• GOAL OF THE EXERCISE: For the data that follows, report how many lines include the string "Carazinho", and write the number alone.

━━━━━━

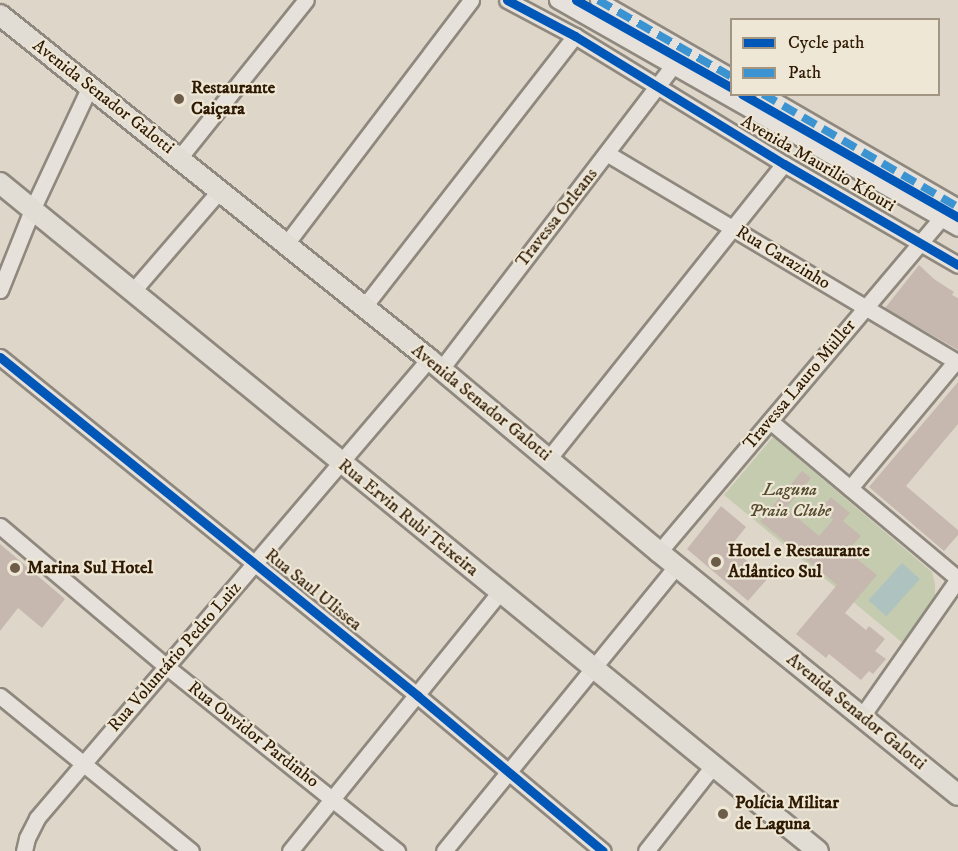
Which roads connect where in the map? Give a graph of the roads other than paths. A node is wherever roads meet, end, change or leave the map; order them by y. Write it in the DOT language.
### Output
graph roads {
  1 [pos="306,0"];
  2 [pos="471,0"];
  3 [pos="507,0"];
  4 [pos="557,0"];
  5 [pos="598,0"];
  6 [pos="0,15"];
  7 [pos="575,36"];
  8 [pos="672,67"];
  9 [pos="730,76"];
  10 [pos="90,86"];
  11 [pos="658,88"];
  12 [pos="766,96"];
  13 [pos="608,154"];
  14 [pos="180,158"];
  15 [pos="784,164"];
  16 [pos="0,183"];
  17 [pos="220,190"];
  18 [pos="958,207"];
  19 [pos="32,210"];
  20 [pos="941,218"];
  21 [pos="733,228"];
  22 [pos="958,228"];
  23 [pos="920,242"];
  24 [pos="286,244"];
  25 [pos="958,265"];
  26 [pos="0,290"];
  27 [pos="132,292"];
  28 [pos="865,307"];
  29 [pos="363,308"];
  30 [pos="0,357"];
  31 [pos="957,362"];
  32 [pos="435,364"];
  33 [pos="770,421"];
  34 [pos="549,458"];
  35 [pos="341,463"];
  36 [pos="850,488"];
  37 [pos="0,526"];
  38 [pos="659,552"];
  39 [pos="255,563"];
  40 [pos="677,565"];
  41 [pos="958,579"];
  42 [pos="500,592"];
  43 [pos="167,667"];
  44 [pos="592,668"];
  45 [pos="0,696"];
  46 [pos="418,696"];
  47 [pos="862,716"];
  48 [pos="83,763"];
  49 [pos="713,766"];
  50 [pos="506,771"];
  51 [pos="958,795"];
  52 [pos="333,798"];
  53 [pos="24,851"];
  54 [pos="191,851"];
  55 [pos="290,851"];
  56 [pos="397,851"];
  57 [pos="444,851"];
  58 [pos="603,851"];
  59 [pos="646,851"];
  60 [pos="818,851"];
  1 -- 14 [label="street"];
  2 -- 24 [label="street"];
  3 -- 7 [label="street, Avenida Maurilio Kfouri"];
  4 -- 8 [label="street, Avenida Maurilio Kfouri"];
  5 -- 9 [label="street"];
  6 -- 10 [label="main road, Avenida Senador Galotti"];
  7 -- 11 [label="street, Avenida Maurilio Kfouri"];
  7 -- 29 [label="street"];
  8 -- 11 [label="street, Travessa Orleans"];
  8 -- 20 [label="street, Avenida Maurilio Kfouri"];
  10 -- 14 [label="main road, Avenida Senador Galotti"];
  10 -- 19 [label="street"];
  11 -- 13 [label="street, Travessa Orleans"];
  11 -- 15 [label="street, Avenida Maurilio Kfouri"];
  12 -- 18 [label="street"];
  13 -- 21 [label="street, Rua Carazinho"];
  13 -- 32 [label="street, Travessa Orleans"];
  14 -- 17 [label="main road, Avenida Senador Galotti"];
  15 -- 21 [label="street"];
  15 -- 23 [label="street, Avenida Maurilio Kfouri"];
  16 -- 19 [label="main road, Rua Ervin Rubi Teixeira"];
  17 -- 24 [label="main road, Avenida Senador Galotti"];
  17 -- 27 [label="street"];
  19 -- 26 [label="street"];
  19 -- 27 [label="main road, Rua Ervin Rubi Teixeira"];
  20 -- 22 [label="street, Avenida Maurilio Kfouri"];
  20 -- 23 [label="street, Travessa Lauro Müller"];
  21 -- 28 [label="street, Rua Carazinho"];
  21 -- 34 [label="street"];
  23 -- 25 [label="street, Avenida Maurilio Kfouri"];
  23 -- 28 [label="street, Travessa Lauro Müller"];
  24 -- 29 [label="main road, Avenida Senador Galotti"];
  27 -- 35 [label="main road, Rua Ervin Rubi Teixeira"];
  28 -- 31 [label="street, Rua Carazinho"];
  28 -- 33 [label="street, Travessa Lauro Müller"];
  29 -- 32 [label="main road, Avenida Senador Galotti"];
  30 -- 39 [label="street, Rua Saul Ulissea"];
  31 -- 36 [label="street"];
  32 -- 34 [label="main road, Avenida Senador Galotti"];
  32 -- 35 [label="street, Rua Voluntário Pedro Luiz"];
  33 -- 36 [label="street"];
  33 -- 38 [label="street, Travessa Lauro Müller"];
  34 -- 38 [label="main road, Avenida Senador Galotti"];
  35 -- 39 [label="street, Rua Voluntário Pedro Luiz"];
  35 -- 42 [label="main road, Rua Ervin Rubi Teixeira"];
  36 -- 41 [label="street"];
  37 -- 43 [label="street, Rua Ouvidor Pardinho"];
  38 -- 40 [label="main road, Avenida Senador Galotti"];
  39 -- 43 [label="street, Rua Voluntário Pedro Luiz"];
  39 -- 46 [label="street, Rua Saul Ulissea"];
  40 -- 44 [label="street"];
  40 -- 47 [label="main road, Avenida Senador Galotti"];
  41 -- 47 [label="street"];
  42 -- 44 [label="main road, Rua Ervin Rubi Teixeira"];
  42 -- 46 [label="street"];
  43 -- 48 [label="street, Rua Voluntário Pedro Luiz"];
  43 -- 52 [label="street, Rua Ouvidor Pardinho"];
  44 -- 49 [label="main road, Rua Ervin Rubi Teixeira"];
  44 -- 50 [label="street"];
  45 -- 48 [label="street"];
  46 -- 50 [label="street, Rua Saul Ulissea"];
  46 -- 52 [label="street"];
  47 -- 51 [label="main road, Avenida Senador Galotti"];
  48 -- 53 [label="street, Rua Voluntário Pedro Luiz"];
  48 -- 54 [label="street"];
  49 -- 59 [label="street"];
  49 -- 60 [label="main road, Rua Ervin Rubi Teixeira"];
  50 -- 57 [label="street"];
  50 -- 58 [label="street, Rua Saul Ulissea"];
  52 -- 55 [label="street"];
  52 -- 56 [label="street, Rua Ouvidor Pardinho"];
}
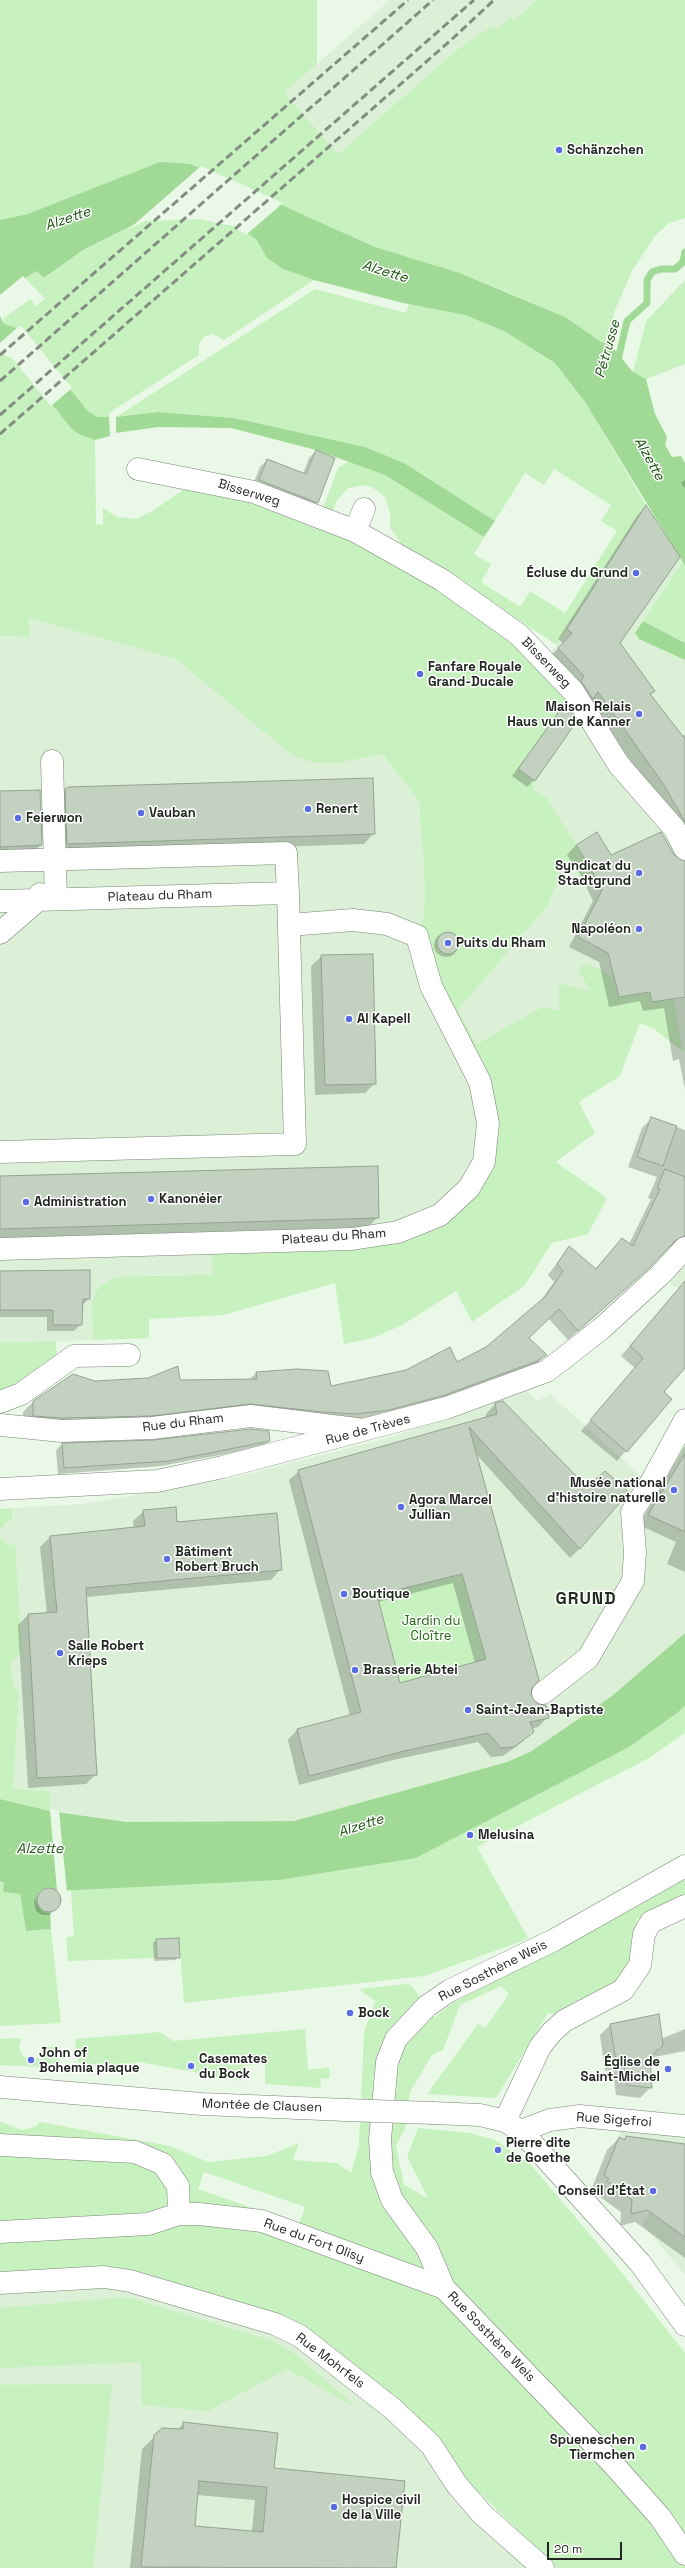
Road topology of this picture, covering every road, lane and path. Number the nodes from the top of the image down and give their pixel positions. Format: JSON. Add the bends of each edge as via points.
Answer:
{"nodes":[{"id":1,"x":138,"y":469,"type":"dead end"},
{"id":2,"x":364,"y":509,"type":"dead end"},
{"id":3,"x":355,"y":531,"type":"junction"},
{"id":4,"x":52,"y":761,"type":"dead end"},
{"id":5,"x":685,"y":849,"type":"edge"},
{"id":6,"x":55,"y":860,"type":"junction"},
{"id":7,"x":0,"y":861,"type":"edge"},
{"id":8,"x":288,"y":893,"type":"junction"},
{"id":9,"x":47,"y":900,"type":"junction"},
{"id":10,"x":0,"y":901,"type":"edge"},
{"id":11,"x":289,"y":925,"type":"junction"},
{"id":12,"x":0,"y":933,"type":"edge"},
{"id":13,"x":0,"y":1152,"type":"edge"},
{"id":14,"x":685,"y":1248,"type":"edge"},
{"id":15,"x":0,"y":1249,"type":"edge"},
{"id":16,"x":129,"y":1355,"type":"dead end"},
{"id":17,"x":0,"y":1402,"type":"edge"},
{"id":18,"x":685,"y":1420,"type":"edge"},
{"id":19,"x":0,"y":1425,"type":"edge"},
{"id":20,"x":366,"y":1431,"type":"junction"},
{"id":21,"x":0,"y":1489,"type":"edge"},
{"id":22,"x":543,"y":1693,"type":"dead end"},
{"id":23,"x":685,"y":1866,"type":"edge"},
{"id":24,"x":685,"y":1906,"type":"edge"},
{"id":25,"x":0,"y":2087,"type":"edge"},
{"id":26,"x":513,"y":2126,"type":"junction"},
{"id":27,"x":685,"y":2126,"type":"edge"},
{"id":28,"x":0,"y":2145,"type":"edge"},
{"id":29,"x":179,"y":2214,"type":"junction"},
{"id":30,"x":0,"y":2232,"type":"edge"},
{"id":31,"x":0,"y":2283,"type":"edge"},
{"id":32,"x":444,"y":2288,"type":"junction"},
{"id":33,"x":685,"y":2325,"type":"edge"},
{"id":34,"x":685,"y":2554,"type":"edge"},
{"id":35,"x":543,"y":2568,"type":"edge"}],
"edges":[{"from":1,"to":3,"type":"street","name":"Bisserweg","via":[[254,492]]},
{"from":2,"to":3,"type":"street"},
{"from":3,"to":5,"type":"street","name":"Bisserweg","via":[[442,580],[518,634],[573,691],[619,765],[674,828]]},
{"from":4,"to":6,"type":"street"},
{"from":6,"to":7,"type":"street"},
{"from":6,"to":8,"type":"street","via":[[286,853]]},
{"from":6,"to":9,"type":"street"},
{"from":8,"to":9,"type":"street","name":"Plateau du Rham"},
{"from":8,"to":11,"type":"street"},
{"from":9,"to":10,"type":"street","name":"Plateau du Rham"},
{"from":9,"to":12,"type":"street"},
{"from":11,"to":13,"type":"street","via":[[295,1144]]},
{"from":11,"to":15,"type":"street","name":"Plateau du Rham","via":[[353,920],[387,924],[417,936],[432,986],[480,1082],[488,1123],[484,1162],[469,1188],[440,1215],[398,1232],[352,1239]]},
{"from":14,"to":20,"type":"street","name":"Rue de Trèves","via":[[660,1275],[601,1329],[547,1371],[446,1408]]},
{"from":16,"to":17,"type":"street","via":[[74,1356],[21,1394]]},
{"from":18,"to":22,"type":"street","via":[[632,1512],[634,1581],[588,1658]]},
{"from":19,"to":20,"type":"street","name":"Rue du Rham","via":[[62,1432],[152,1428],[251,1416]]},
{"from":20,"to":21,"type":"street","name":"Rue de Trèves","via":[[157,1481]]},
{"from":23,"to":32,"type":"street","name":"Rue Sosthène Weis","via":[[554,1940],[449,1991],[410,2022],[396,2039],[387,2062],[383,2088],[380,2139],[382,2172],[392,2200],[427,2248]]},
{"from":24,"to":26,"type":"street","via":[[651,1922],[644,1934],[640,1965],[623,1990],[564,2021],[540,2047]]},
{"from":25,"to":26,"type":"street","name":"Montée de Clausen","bridge":true,"via":[[202,2104],[480,2115]]},
{"from":26,"to":27,"type":"street","name":"Rue Sigefroi","via":[[580,2116]]},
{"from":26,"to":33,"type":"street","via":[[640,2263]]},
{"from":28,"to":29,"type":"street","via":[[134,2152],[163,2164],[178,2186]]},
{"from":29,"to":30,"type":"street","name":"Rue du Fort Olisy","via":[[148,2224]]},
{"from":29,"to":32,"type":"street","name":"Rue du Fort Olisy","via":[[262,2221]]},
{"from":31,"to":35,"type":"street","name":"Rue Mohrfels","via":[[104,2277],[130,2281],[275,2324],[300,2336],[393,2409],[420,2434],[482,2514]]},
{"from":32,"to":34,"type":"street","name":"Rue Sosthène Weis","via":[[613,2464],[660,2517]]}]}
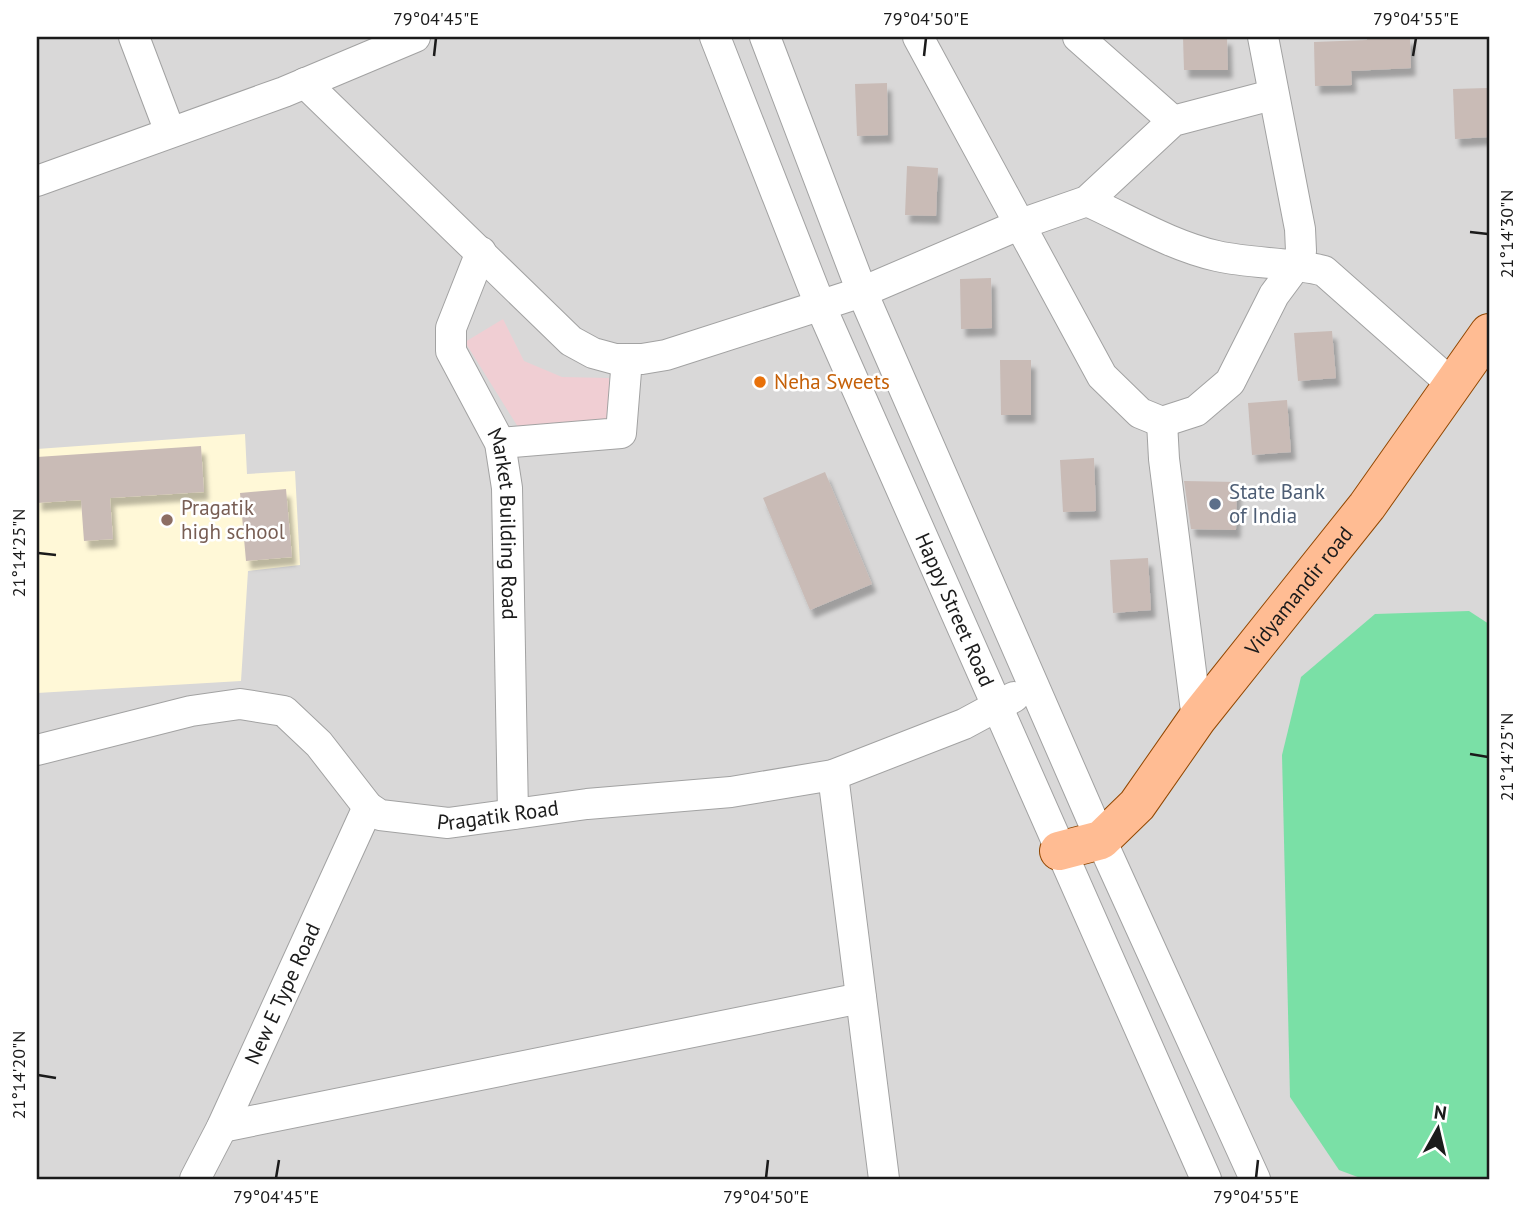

━━━━━━

• YOUR RESPONSE: 3